Only the lines below from the one containing "wrist: (192, 362)" through the one containing "ring pip: (274, 131)" belong in the answer, set down exactly, with the pictures left out.

Images with localized body landmarks:
++++++++++++++++++++

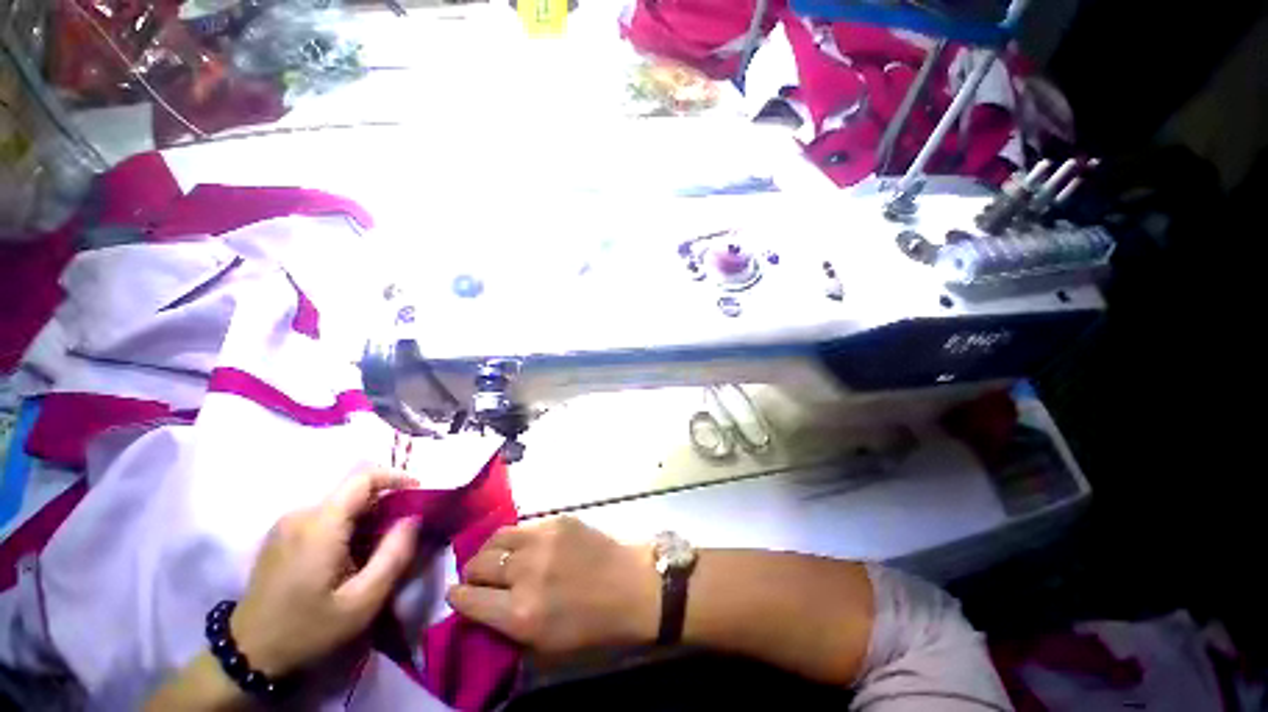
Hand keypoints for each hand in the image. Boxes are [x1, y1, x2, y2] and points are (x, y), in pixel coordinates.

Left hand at [230, 469, 420, 676]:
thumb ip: (393, 555)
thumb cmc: (307, 630)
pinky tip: (350, 555)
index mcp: (319, 525)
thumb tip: (414, 518)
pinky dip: (348, 525)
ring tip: (378, 548)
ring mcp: (286, 524)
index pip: (363, 477)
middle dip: (385, 503)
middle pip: (354, 491)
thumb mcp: (361, 602)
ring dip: (367, 516)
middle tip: (402, 532)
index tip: (418, 494)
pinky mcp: (281, 535)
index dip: (396, 477)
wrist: (247, 655)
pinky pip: (324, 516)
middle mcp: (300, 514)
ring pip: (340, 504)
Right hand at [446, 517, 659, 653]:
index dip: (457, 597)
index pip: (468, 599)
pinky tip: (523, 545)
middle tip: (478, 576)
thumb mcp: (542, 644)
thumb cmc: (590, 626)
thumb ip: (505, 625)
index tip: (456, 594)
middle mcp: (526, 572)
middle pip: (478, 564)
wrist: (630, 587)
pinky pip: (523, 526)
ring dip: (490, 550)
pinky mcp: (558, 521)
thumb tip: (479, 605)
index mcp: (520, 613)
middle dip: (471, 572)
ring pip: (497, 538)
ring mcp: (543, 540)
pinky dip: (516, 538)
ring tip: (495, 557)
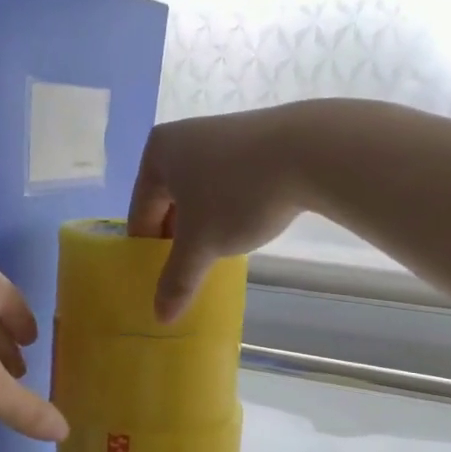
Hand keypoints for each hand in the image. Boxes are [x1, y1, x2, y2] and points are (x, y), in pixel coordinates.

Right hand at [128, 105, 308, 320]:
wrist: (309, 151)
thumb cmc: (237, 194)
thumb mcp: (202, 244)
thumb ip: (177, 280)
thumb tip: (159, 317)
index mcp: (157, 154)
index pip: (141, 215)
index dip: (149, 253)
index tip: (160, 283)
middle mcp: (182, 137)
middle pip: (169, 202)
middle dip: (178, 238)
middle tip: (189, 272)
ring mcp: (220, 134)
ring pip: (200, 192)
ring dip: (204, 225)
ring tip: (219, 253)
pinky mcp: (253, 139)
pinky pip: (227, 181)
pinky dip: (229, 207)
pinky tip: (245, 226)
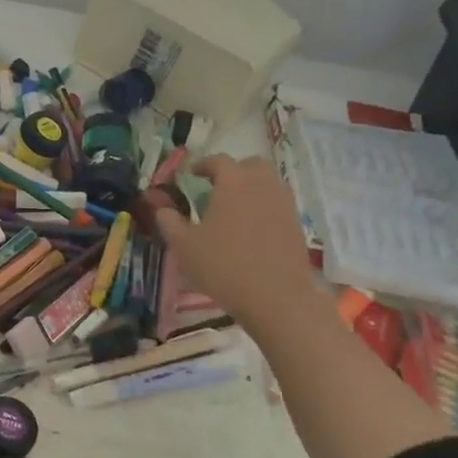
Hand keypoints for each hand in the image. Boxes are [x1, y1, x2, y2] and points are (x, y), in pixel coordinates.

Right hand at [151, 155, 323, 325]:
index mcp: (233, 183)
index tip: (191, 174)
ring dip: (250, 187)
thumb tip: (161, 209)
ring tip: (232, 208)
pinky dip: (263, 205)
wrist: (276, 296)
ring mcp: (283, 204)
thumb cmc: (224, 265)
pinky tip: (249, 227)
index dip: (202, 165)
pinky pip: (277, 203)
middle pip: (251, 165)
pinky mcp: (296, 224)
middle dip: (233, 170)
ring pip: (268, 183)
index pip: (218, 161)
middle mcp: (262, 185)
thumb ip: (170, 222)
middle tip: (216, 187)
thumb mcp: (184, 245)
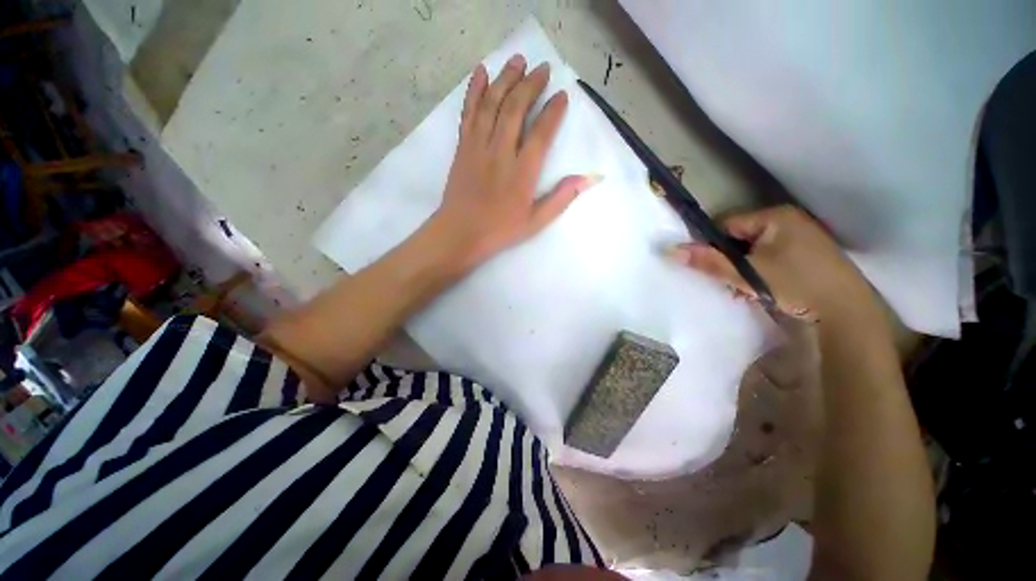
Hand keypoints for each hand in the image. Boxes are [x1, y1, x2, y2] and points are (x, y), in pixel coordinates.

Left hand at [432, 54, 600, 268]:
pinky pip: (468, 113)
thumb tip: (589, 178)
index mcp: (522, 172)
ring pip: (492, 104)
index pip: (541, 133)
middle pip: (515, 109)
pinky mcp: (463, 147)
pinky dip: (474, 91)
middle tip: (542, 69)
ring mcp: (478, 147)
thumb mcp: (535, 221)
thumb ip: (561, 198)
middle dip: (530, 85)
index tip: (562, 97)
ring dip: (505, 79)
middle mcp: (500, 152)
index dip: (553, 112)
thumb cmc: (499, 230)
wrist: (460, 233)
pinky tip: (480, 72)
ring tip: (518, 60)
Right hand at [670, 206, 890, 337]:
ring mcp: (801, 236)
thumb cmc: (795, 284)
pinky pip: (771, 256)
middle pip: (740, 237)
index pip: (726, 224)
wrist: (848, 311)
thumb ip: (709, 261)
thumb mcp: (747, 273)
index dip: (712, 244)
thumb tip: (670, 250)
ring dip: (743, 268)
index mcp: (774, 216)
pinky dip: (760, 270)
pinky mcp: (807, 253)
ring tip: (744, 289)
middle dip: (729, 260)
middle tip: (727, 281)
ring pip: (754, 249)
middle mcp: (788, 220)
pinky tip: (761, 289)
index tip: (708, 266)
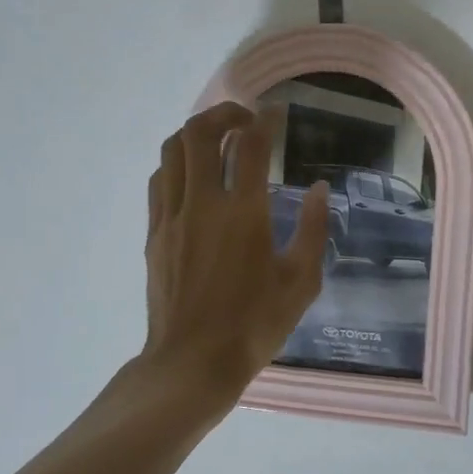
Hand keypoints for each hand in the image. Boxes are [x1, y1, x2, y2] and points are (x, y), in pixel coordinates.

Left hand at [139, 101, 331, 413]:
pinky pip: (159, 181)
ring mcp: (172, 217)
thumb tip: (318, 188)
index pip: (252, 146)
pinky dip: (176, 164)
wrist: (192, 362)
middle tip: (243, 120)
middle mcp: (203, 204)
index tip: (276, 111)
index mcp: (244, 214)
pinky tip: (193, 176)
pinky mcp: (154, 233)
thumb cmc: (254, 325)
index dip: (265, 119)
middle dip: (222, 114)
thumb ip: (312, 229)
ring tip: (216, 140)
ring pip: (172, 151)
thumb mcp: (300, 282)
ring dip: (194, 134)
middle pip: (199, 134)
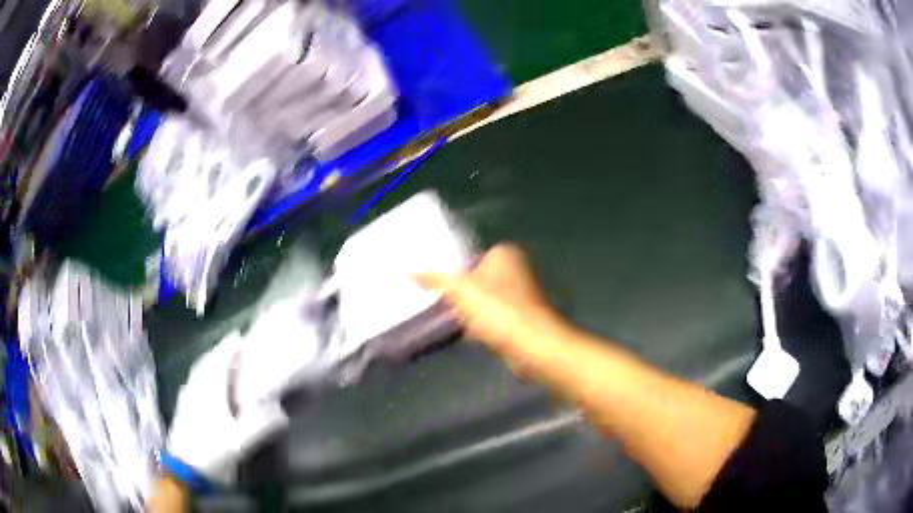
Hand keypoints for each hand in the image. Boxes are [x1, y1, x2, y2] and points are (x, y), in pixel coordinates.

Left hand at [166, 332, 288, 484]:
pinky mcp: (183, 407)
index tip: (239, 336)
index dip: (229, 348)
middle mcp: (195, 388)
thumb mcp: (239, 443)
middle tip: (233, 346)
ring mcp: (186, 397)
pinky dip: (202, 374)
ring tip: (221, 360)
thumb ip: (260, 426)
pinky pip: (194, 381)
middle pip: (206, 362)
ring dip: (210, 361)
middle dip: (219, 351)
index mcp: (209, 391)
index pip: (218, 361)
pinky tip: (206, 383)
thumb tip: (281, 411)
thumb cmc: (211, 453)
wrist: (184, 470)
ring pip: (198, 371)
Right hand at [415, 244, 565, 366]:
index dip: (454, 268)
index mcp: (504, 254)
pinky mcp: (520, 320)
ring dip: (469, 310)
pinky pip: (492, 319)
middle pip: (477, 278)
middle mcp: (515, 270)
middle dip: (460, 290)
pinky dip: (479, 325)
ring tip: (443, 317)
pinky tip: (463, 334)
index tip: (435, 281)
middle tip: (434, 298)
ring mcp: (520, 296)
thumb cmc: (497, 310)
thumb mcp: (460, 291)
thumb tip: (409, 272)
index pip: (472, 255)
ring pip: (485, 300)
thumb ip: (435, 279)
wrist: (531, 346)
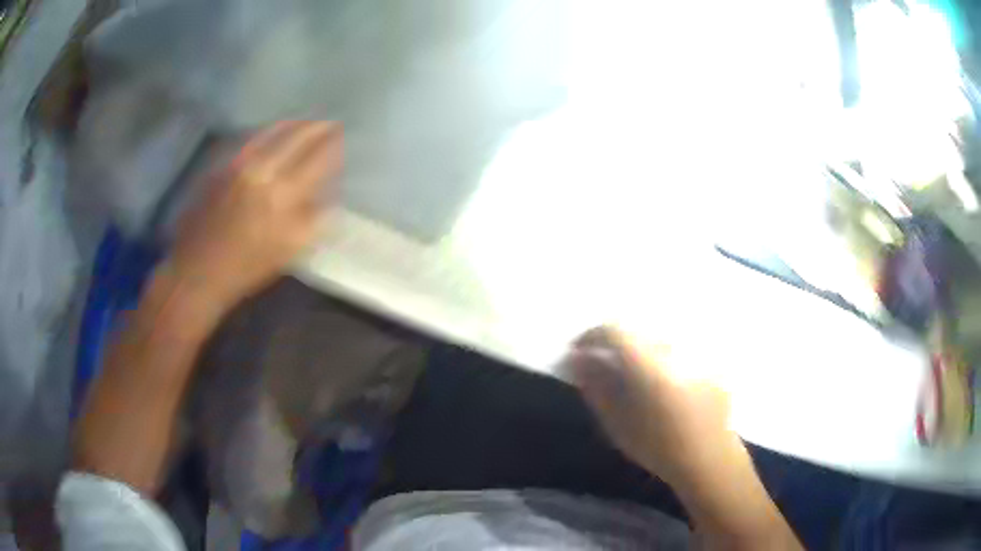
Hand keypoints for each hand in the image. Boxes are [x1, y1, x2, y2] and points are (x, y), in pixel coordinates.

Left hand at [166, 121, 342, 311]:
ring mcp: (240, 163)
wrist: (196, 270)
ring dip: (295, 124)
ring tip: (308, 121)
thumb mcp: (287, 252)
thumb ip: (312, 220)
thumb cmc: (245, 269)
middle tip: (331, 123)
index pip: (319, 158)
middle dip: (318, 127)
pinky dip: (269, 131)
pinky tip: (275, 131)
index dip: (334, 145)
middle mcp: (263, 170)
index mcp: (283, 196)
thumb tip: (331, 195)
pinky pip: (252, 138)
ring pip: (274, 131)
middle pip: (298, 136)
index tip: (344, 138)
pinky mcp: (223, 164)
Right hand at [563, 327, 743, 488]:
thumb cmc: (659, 448)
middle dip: (617, 344)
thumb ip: (597, 388)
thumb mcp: (617, 425)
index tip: (579, 350)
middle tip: (604, 364)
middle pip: (639, 332)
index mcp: (650, 365)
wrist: (709, 460)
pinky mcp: (709, 360)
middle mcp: (674, 349)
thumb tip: (579, 358)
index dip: (592, 336)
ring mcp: (696, 352)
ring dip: (641, 350)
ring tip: (634, 374)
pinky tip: (664, 383)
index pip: (615, 331)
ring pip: (659, 339)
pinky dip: (663, 358)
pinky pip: (678, 349)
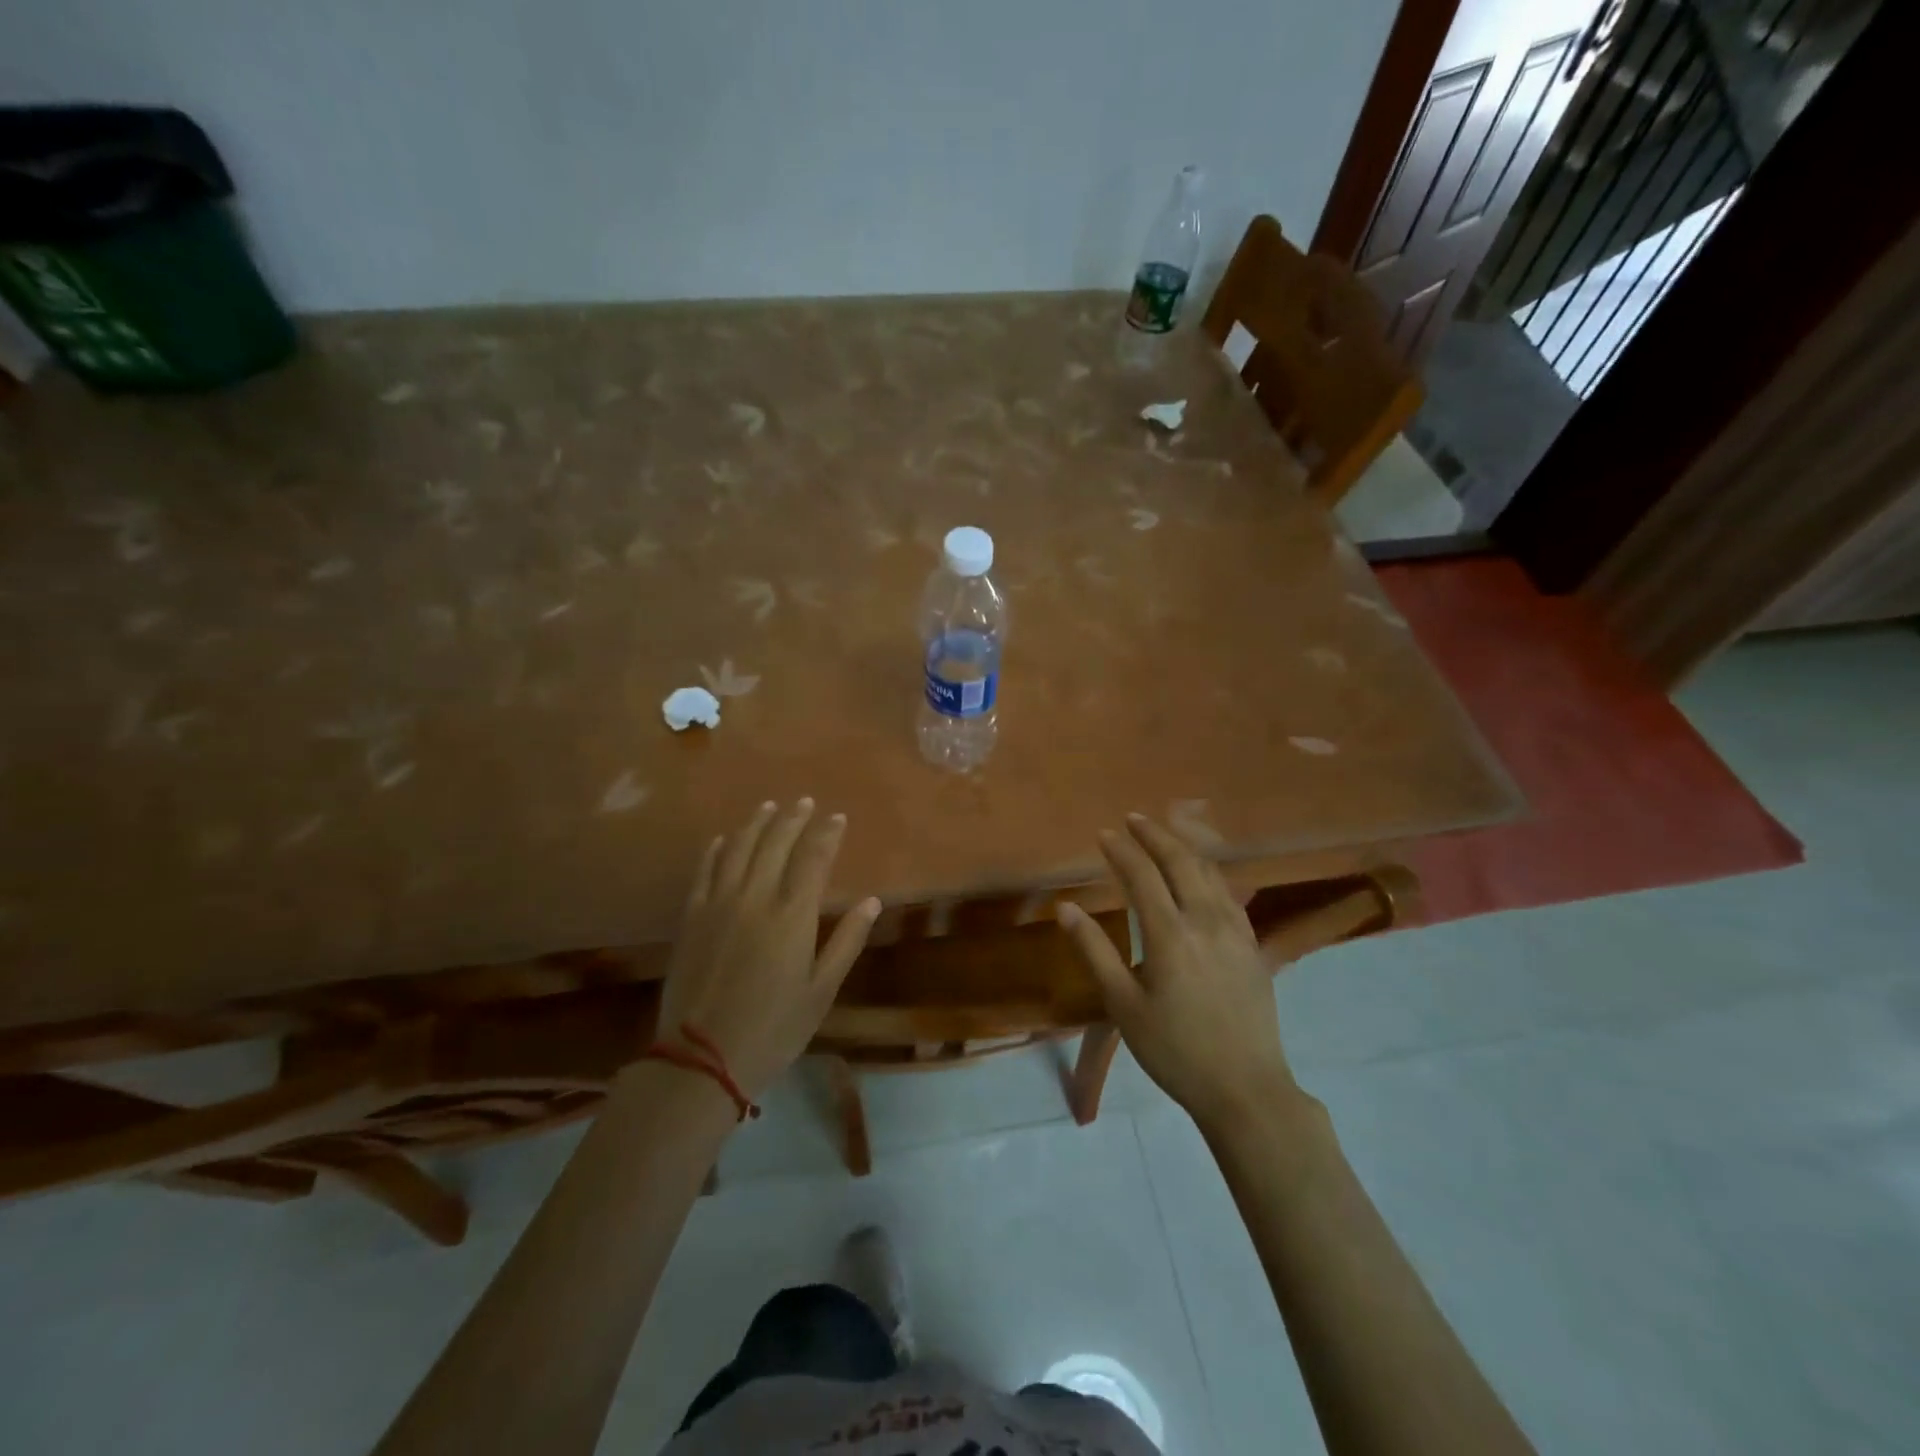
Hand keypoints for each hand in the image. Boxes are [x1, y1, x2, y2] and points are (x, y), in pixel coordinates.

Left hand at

++++++++++++++++++++

REPLY -
wrist: (192, 362)
middle tip: (243, 120)
middle mcp: (203, 204)
index tip: (276, 111)
index mcp: (244, 214)
pinky tip: (193, 176)
pinky mcp: (154, 233)
thumb cmc: (254, 325)
index dip: (265, 119)
middle dip: (222, 114)
thumb ip: (312, 229)
ring tip: (216, 140)
ring pip: (172, 151)
thumb mcp: (300, 282)
ring dip: (194, 134)
middle pip: (199, 134)
Hand keypoints for each hand in the image. Boxes are [x1, y1, x2, y2] and points are (x, y), in pixel coordinates.

Left hand at [166, 332, 288, 484]:
pinky mcp: (183, 407)
index tip: (239, 336)
index dip: (229, 348)
middle mcp: (195, 388)
thumb mcp: (239, 443)
middle tip: (233, 346)
ring mcp: (186, 397)
pinky dip: (202, 374)
ring tip: (221, 360)
thumb ip: (260, 426)
pinky pip: (194, 381)
middle pip: (206, 362)
ring dip: (210, 361)
middle dip: (219, 351)
index mcp: (209, 391)
index pip: (218, 361)
pinky tip: (206, 383)
thumb tip: (281, 411)
thumb cmc: (211, 453)
wrist: (184, 470)
ring pip: (198, 371)
Right hand at [415, 244, 565, 366]:
index dip: (454, 268)
index mcp: (504, 254)
pinky mcp: (520, 320)
ring dip: (469, 310)
pinky pip: (492, 319)
middle pip: (477, 278)
middle mcp: (515, 270)
middle dip: (460, 290)
pinky dip: (479, 325)
ring tip: (443, 317)
pinky tip: (463, 334)
index tip: (435, 281)
middle tip: (434, 298)
ring mcp: (520, 296)
thumb cmc: (497, 310)
thumb mcp: (460, 291)
thumb tip: (409, 272)
index pip: (472, 255)
ring pip: (485, 300)
thumb ip: (435, 279)
wrist: (531, 346)
Hand keypoints for each hand in the image. Boxes are [x1, y1, x2, y2] and points are (x, y), in pixel coordinates.

Left hand at [166, 121, 342, 311]:
ring mcp: (240, 163)
wrist: (196, 270)
ring dip: (295, 124)
ring tip: (308, 121)
thumb mcp: (287, 252)
thumb ip: (312, 220)
thumb cmc: (245, 269)
middle tip: (331, 123)
index pip: (319, 158)
middle dip: (318, 127)
pinky dip: (269, 131)
pinky tip: (275, 131)
index dip: (334, 145)
middle mcp: (263, 170)
index mcp: (283, 196)
thumb tip: (331, 195)
pinky pip: (252, 138)
ring pip: (274, 131)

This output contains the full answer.